Consumer debt in the US is approaching all time highs and many are seeking debt counseling services. While debt counseling can give you relief and lighten your debt management woes, it is vital to choose the right debt counseling agency. Read our guide for prudent debt management. Equip yourself to seek debt relief from the right agencies so that you are not gypped by exorbitant fees.
Consumer debt counseling
Check whether the consumer debt counseling agency is a member of the respected networks such as NFCC – National Foundation for Credit Counseling or AICCCA – Association of Independent Consumer Credit Counseling Agencies. The 1990s saw the domination of the NFCC affiliates but since then the number of consumer credit counseling services have been on the increase. There is no federal regulation of consumer debt counseling services. About 17 states in the US have specific regulations that oversee debt counseling.

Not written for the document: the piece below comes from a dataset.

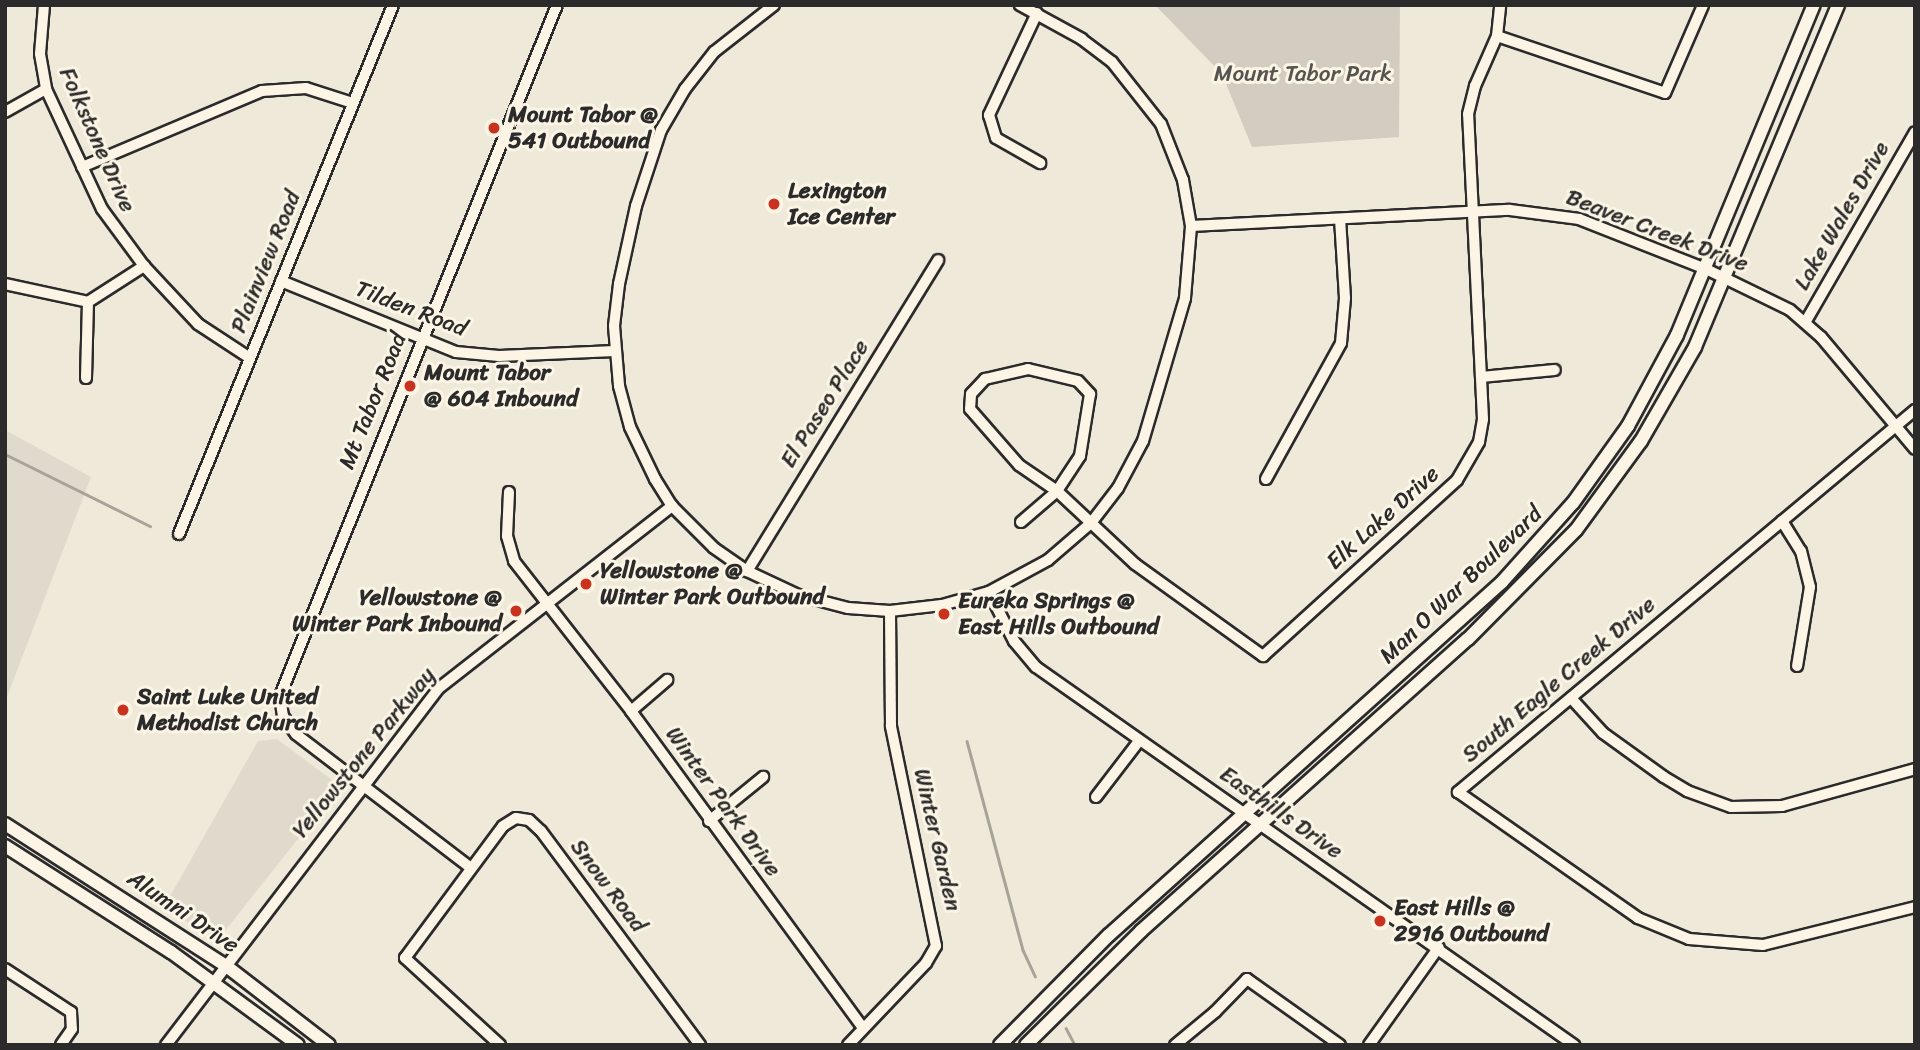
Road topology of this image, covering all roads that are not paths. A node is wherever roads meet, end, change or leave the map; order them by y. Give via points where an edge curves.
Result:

- A good consumer debt counseling agency not only offers services to get you out of your current debts but also offers pointers to avoiding similar pitfalls in future.
- Credit counseling also encompasses services such as negotiation with lenders for lower payments, dropping late fees and debt consolidation.
- Availing consumer debt counseling will not adversely affect your credit rating most of the time. While some lenders view it as a positive sign of getting your debt under control, others may avoid those who have enrolled in debt counseling management.
- Avoid consumer debt relief and counseling agencies that solicit you. Avoid divulging too much financial information till you check the consumer debt management agency you are dealing with. Once you have signed up with a debt counseling service, provide them with a comprehensive list of all your debts and the lenders.
- Do not pay up huge upfront fees for debt relief and counseling.
Critics of the credit counseling services bring to light that many of the agencies are paid by the lenders themselves. This sparks off the debate that the debt relief measures are also fueled by the lending industry.
What are the signs that you are in need of debt help?
1. You have overspent on your credit cards till their limit.
2. You are using cash advances from one credit card to pay off an another.
3. You are paying the minimum on each of the credit cards
4. You are spending more on credit cards than what you earn
A typical debt management program works much like a debt consolidation service. You write out a monthly check to the debt management agency and they pay all your creditors. A consumer can avail reduced interest rates and lower monthly payments when he registers with a debt management program. Do not sign up for dubious debt management schemes wherein you cough up a month’s payment to creditors as well as hefty fees.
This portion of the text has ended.